What about fear of failure, though? You were mortgaging your mother’s house!

It was a very big step, but I tell everybody that I had to close FUBU three times from 1989 to 1992 because I ran out of money, but I kept on trying because entrepreneurs will fail. But it’s only failure because you put the label “failure” on it.

I didn’t really fail — it was a process for me to get to a better level to make more sales to make more money to create a bigger business.

In Kenya, we know you best for Shark Tank. For Shark Tank, the argument is that it shows a simplistic picture of entrepreneurship. It is on television, it’s very quick, and the whole back story may not necessarily be there.

Well, it’s very quick because it’s television. The shortest pitch on Shark Tank has been 20 minutes, the longest was two and a half hours. You only see eight minutes of that on television.

It then takes us anywhere from three months to six months to close the deal, because I have to find out whether you were telling the truth; Did you really have that amount of sales? Do you have the trade mark?
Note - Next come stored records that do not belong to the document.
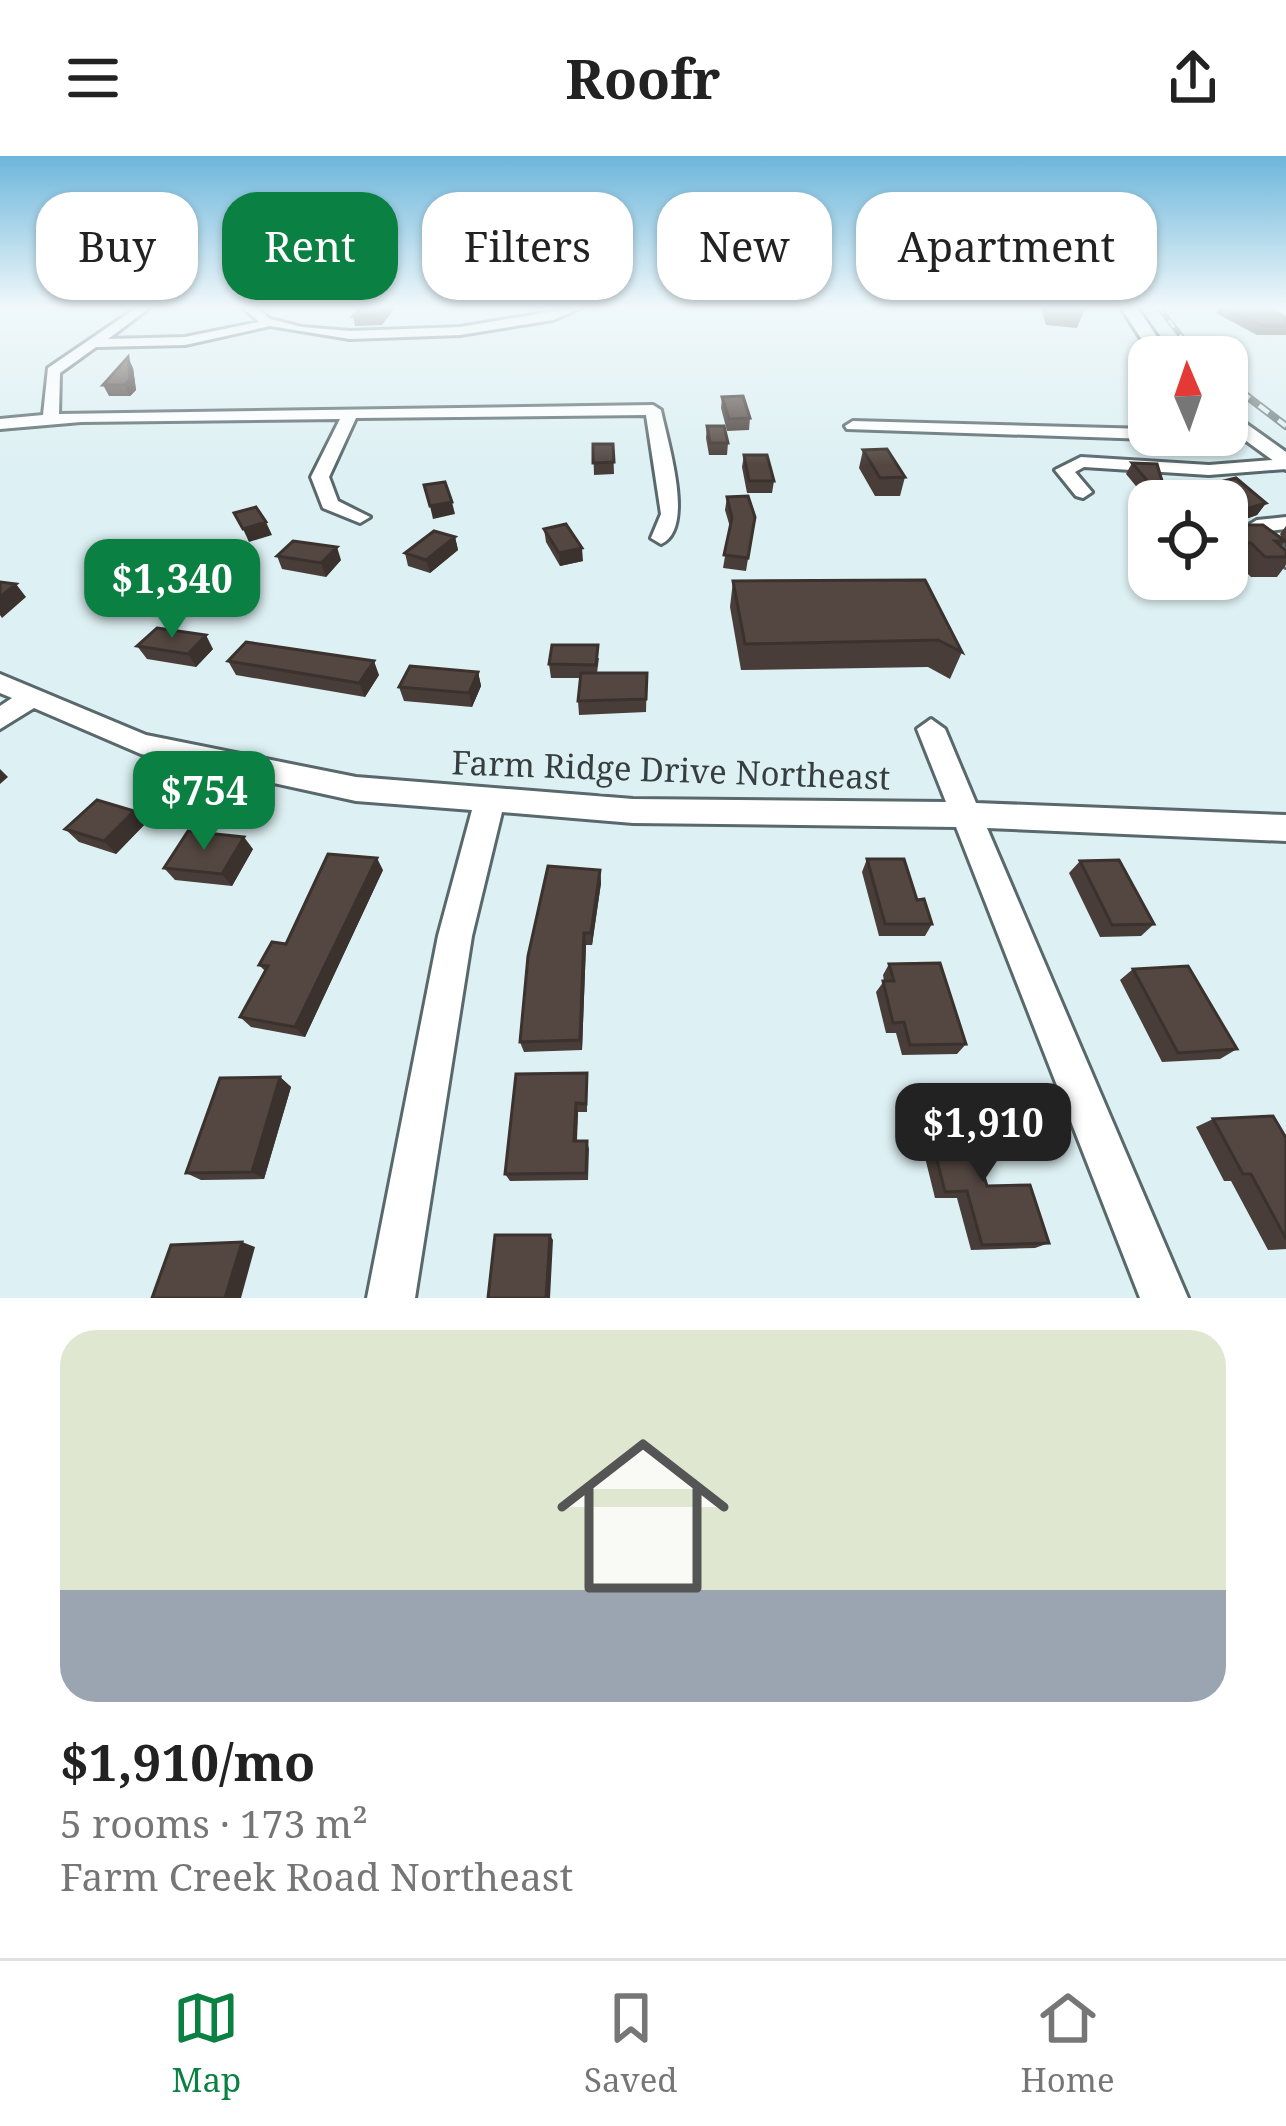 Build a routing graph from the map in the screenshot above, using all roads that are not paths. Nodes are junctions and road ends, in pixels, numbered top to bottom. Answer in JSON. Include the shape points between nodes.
{"nodes":[{"id":1,"x":68,"y":359,"type":"edge"},
{"id":2,"x":351,"y":413,"type":"junction"},
{"id":3,"x":51,"y":418,"type":"junction"},
{"id":4,"x":0,"y":424,"type":"edge"},
{"id":5,"x":853,"y":426,"type":"dead end"},
{"id":6,"x":1248,"y":432,"type":"edge"},
{"id":7,"x":1128,"y":433,"type":"edge"},
{"id":8,"x":1248,"y":436,"type":"edge"},
{"id":9,"x":1253,"y":436,"type":"junction"},
{"id":10,"x":1285,"y":461,"type":"edge"},
{"id":11,"x":1083,"y":493,"type":"dead end"},
{"id":12,"x":360,"y":517,"type":"dead end"},
{"id":13,"x":1286,"y":523,"type":"edge"},
{"id":14,"x":661,"y":538,"type":"dead end"},
{"id":15,"x":1286,"y":561,"type":"edge"},
{"id":16,"x":0,"y":683,"type":"edge"},
{"id":17,"x":31,"y":698,"type":"junction"},
{"id":18,"x":0,"y":719,"type":"edge"},
{"id":19,"x":931,"y":729,"type":"dead end"},
{"id":20,"x":489,"y":803,"type":"junction"},
{"id":21,"x":968,"y":814,"type":"junction"},
{"id":22,"x":1286,"y":828,"type":"edge"},
{"id":23,"x":391,"y":1298,"type":"edge"},
{"id":24,"x":1164,"y":1298,"type":"edge"}],
"edges":[{"from":1,"to":3,"type":"street","via":[[52,371]]},
{"from":2,"to":3,"type":"street"},
{"from":2,"to":12,"type":"street","via":[[320,477],[330,504]]},
{"from":2,"to":14,"type":"street","via":[[653,410],[671,514]]},
{"from":3,"to":4,"type":"street"},
{"from":5,"to":7,"type":"street"},
{"from":6,"to":9,"type":"main road"},
{"from":8,"to":9,"type":"street"},
{"from":9,"to":10,"type":"main road"},
{"from":10,"to":11,"type":"street","via":[[1210,470],[1082,462],[1064,470]]},
{"from":13,"to":15,"type":"street","via":[[1257,526]]},
{"from":16,"to":17,"type":"street","name":"Farm Ridge Drive Northeast"},
{"from":17,"to":18,"type":"street"},
{"from":17,"to":20,"type":"street","name":"Farm Ridge Drive Northeast","via":[[141,744],[226,765]]},
{"from":19,"to":21,"type":"street"},
{"from":20,"to":21,"type":"street","name":"Farm Ridge Drive Northeast"},
{"from":20,"to":23,"type":"street","via":[[455,935]]},
{"from":21,"to":22,"type":"street","name":"Farm Ridge Drive Northeast"},
{"from":21,"to":24,"type":"street"}]}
It looks simplistic because at the end of the day you have to be able to digest it in an hour. But it’s not simplistic — it’s very hard work, it’s real work; these are real entrepreneurs, and this is our real money.
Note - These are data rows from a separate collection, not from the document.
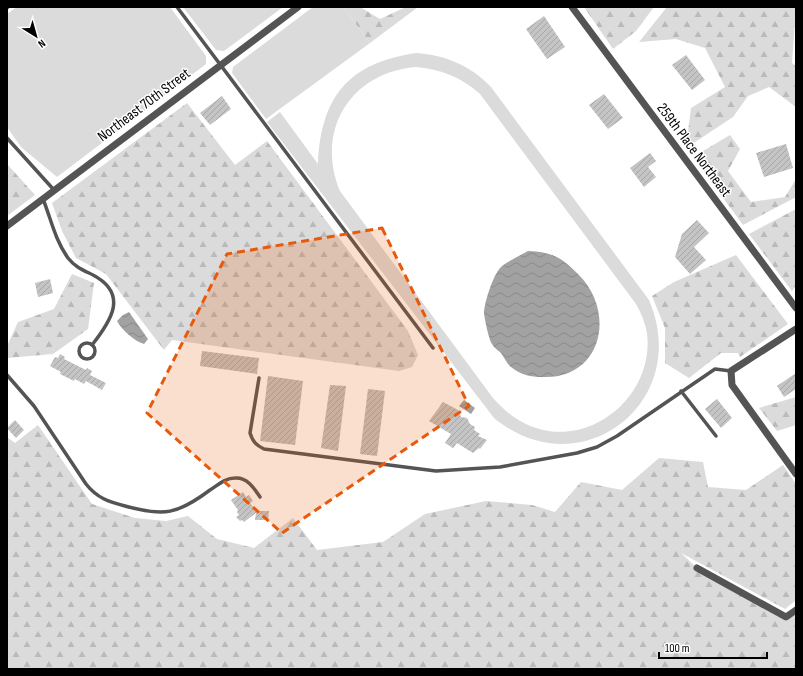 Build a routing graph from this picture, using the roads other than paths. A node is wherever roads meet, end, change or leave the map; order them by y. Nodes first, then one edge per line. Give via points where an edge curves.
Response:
1 (177, 7) edge
2 (298, 7) edge
3 (572, 7) edge
4 (220, 64) junction
5 (7, 138) edge
6 (54, 190) junction
7 (42, 199) junction
8 (7, 226) edge
9 (796, 308) edge
10 (796, 329) edge
11 (92, 345) junction
12 (433, 348) dead end
13 (731, 371) junction
14 (7, 375) edge
15 (259, 378) dead end
16 (681, 391) junction
17 (716, 436) dead end
18 (796, 474) edge
19 (260, 497) dead end
20 (696, 568) dead end
21 (796, 610) edge

1 - 4 lane
2 - 4 street, Northeast 70th Street
3 - 9 street, 259th Place Northeast
4 - 6 street, Northeast 70th Street
4 - 12 lane
5 - 6 lane
6 - 7 street, Northeast 70th Street
7 - 8 street, Northeast 70th Street
7 - 11 lane via 68,258 80,269 104,281 112,296 112,316
10 - 13 street
11 - 11 lane via 81,346 79,352 82,358 87,360 93,357 95,351
13 - 16 lane via 715,369
13 - 18 street via 732,386
14 - 19 lane via 34,406 86,484 103,499 157,514 180,509 223,481 234,478 242,478
15 - 16 lane via 250,433 258,446 264,449 436,471 500,467 597,447
16 - 17 lane
20 - 21 street via 786,617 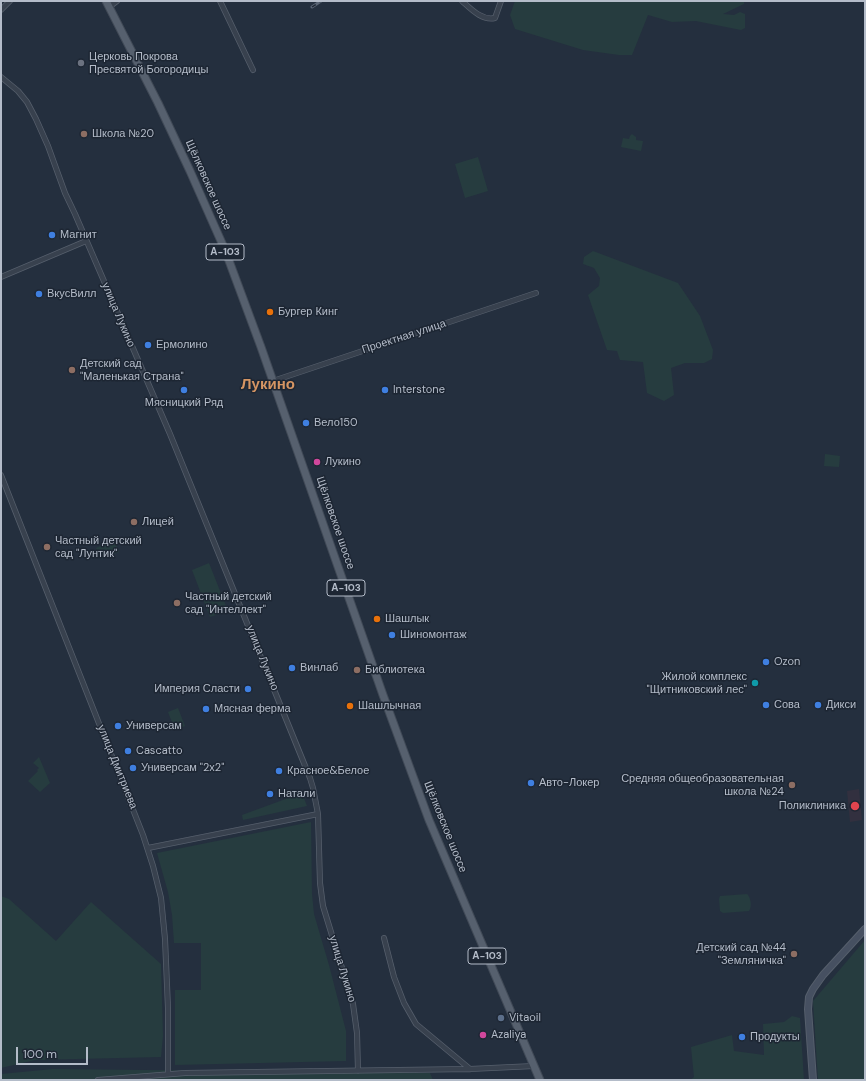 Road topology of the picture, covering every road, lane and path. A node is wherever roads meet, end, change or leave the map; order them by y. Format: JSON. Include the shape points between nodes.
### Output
{"nodes":[{"id":1,"x":10,"y":1,"type":"edge"},
{"id":2,"x":117,"y":1,"type":"edge"},
{"id":3,"x":220,"y":1,"type":"edge"},
{"id":4,"x":462,"y":1,"type":"edge"},
{"id":5,"x":501,"y":1,"type":"edge"},
{"id":6,"x":108,"y":4,"type":"edge"},
{"id":7,"x":1,"y":10,"type":"edge"},
{"id":8,"x":253,"y":70,"type":"dead end"},
{"id":9,"x":1,"y":77,"type":"edge"},
{"id":10,"x":86,"y":241,"type":"junction"},
{"id":11,"x":1,"y":277,"type":"edge"},
{"id":12,"x":536,"y":293,"type":"dead end"},
{"id":13,"x":273,"y":381,"type":"junction"},
{"id":14,"x":1,"y":475,"type":"edge"},
{"id":15,"x":318,"y":814,"type":"junction"},
{"id":16,"x":148,"y":848,"type":"junction"},
{"id":17,"x":865,"y":929,"type":"edge"},
{"id":18,"x":384,"y":938,"type":"dead end"},
{"id":19,"x":534,"y":1066,"type":"junction"},
{"id":20,"x":470,"y":1069,"type":"junction"},
{"id":21,"x":358,"y":1070,"type":"junction"},
{"id":22,"x":168,"y":1074,"type":"junction"},
{"id":23,"x":98,"y":1080,"type":"edge"},
{"id":24,"x":540,"y":1080,"type":"edge"},
{"id":25,"x":812,"y":1080,"type":"edge"}],
"edges":[{"from":1,"to":7,"type":"street"},
{"from":2,"to":6,"type":"street"},
{"from":3,"to":8,"type":"street"},
{"from":4,"to":5,"type":"street","via":[[482,17],[490,19],[495,18]]},
{"from":6,"to":13,"type":"main road","name":"Щёлковское шоссе","number":"А-103","via":[[209,213]]},
{"from":9,"to":10,"type":"street","name":"улица Лукино","via":[[27,102],[48,146]]},
{"from":10,"to":11,"type":"street"},
{"from":10,"to":15,"type":"street","name":"улица Лукино","via":[[170,434],[296,742],[310,778]]},
{"from":12,"to":13,"type":"street","name":"Проектная улица"},
{"from":13,"to":19,"type":"main road","name":"Щёлковское шоссе","number":"А-103","via":[[429,820]]},
{"from":14,"to":16,"type":"street","name":"улица Дмитриева"},
{"from":15,"to":16,"type":"street"},
{"from":15,"to":21,"type":"street","name":"улица Лукино","via":[[323,906],[353,1004]]},
{"from":16,"to":22,"type":"street","name":"улица Дмитриева","via":[[161,898],[163,919],[168,1008]]},
{"from":17,"to":25,"type":"main road","via":[[823,975],[809,998]]},
{"from":18,"to":20,"type":"street","via":[[394,977],[416,1024]]},
{"from":19,"to":20,"type":"street"},
{"from":19,"to":24,"type":"main road","name":"Щёлковское шоссе","number":"А-103"},
{"from":20,"to":21,"type":"street"},
{"from":21,"to":22,"type":"street"},
{"from":22,"to":23,"type":"street"}]}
Are we getting to the point where we’re too quick to want results? That if people do not make it in a month, they want to move out of that business?
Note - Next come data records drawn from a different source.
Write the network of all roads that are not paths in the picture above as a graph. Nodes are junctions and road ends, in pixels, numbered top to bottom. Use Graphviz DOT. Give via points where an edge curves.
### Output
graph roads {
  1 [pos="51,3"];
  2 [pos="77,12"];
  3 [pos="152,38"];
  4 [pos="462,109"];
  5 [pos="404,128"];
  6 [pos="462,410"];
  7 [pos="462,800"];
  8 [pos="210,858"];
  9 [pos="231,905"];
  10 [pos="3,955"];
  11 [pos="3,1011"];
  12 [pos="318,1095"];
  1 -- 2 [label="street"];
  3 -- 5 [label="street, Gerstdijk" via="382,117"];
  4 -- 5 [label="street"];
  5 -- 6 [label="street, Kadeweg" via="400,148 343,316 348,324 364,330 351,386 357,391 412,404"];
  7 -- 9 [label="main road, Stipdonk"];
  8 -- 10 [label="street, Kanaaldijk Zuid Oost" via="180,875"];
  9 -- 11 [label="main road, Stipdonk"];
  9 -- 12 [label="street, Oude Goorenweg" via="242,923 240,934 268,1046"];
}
One hundred per cent. People want to read in 140 characters, they want to wake up like in a music video: Where at the beginning of the video they’re poor and at the end they have the car, the girl or the guy and the mansion! It’s not like that.

Even though technology has changed a lot of things, the fundamentals of business are still the same. You have to get up before everybody, you have to bust your butt, and go to bed after everybody. You can thank everybody for your success but only blame one person for your failure – yourself. That’s never going to change. There will never be a shortcut to success.

You’re in Africa, you’ve come here as part of the GES, and you sit on an important presidential panel in the US. What has your experience been like? What sort of entrepreneurs have you spoken to?

I’m coming here as a PAGE ambassador — Presidential Ambassador of Global Entrepreneurship. I have seen amazing entrepreneurs here.

I have seen people who have created things such as $5 solar lamps that will hopefully replace kerosene; I have seen people who have helped develop land for agriculture; I have seen the conversation about bringing back textiles to this amazing country.

I have seen amazing things and more importantly, I have seen people who have inspired me, who have way less than I had to start a business, and I believe they’ll go on and succeed and be way more successful than I have been or I am. I have heard too many great things about this country, and I have also heard bad things that I ignored, and I’m glad that I came here.

I’ve met amazing people, and I had no idea that Shark Tank actually played here. I go down the street and see so many amazing people who talk about entrepreneurship, how they want to empower themselves and change the world, and it’s an amazing high.

I’m glad that President Barack Obama and the White House have appointed me as an ambassador for global entrepreneurship because I think instead of inspiring people here, I have got more inspired than anybody else.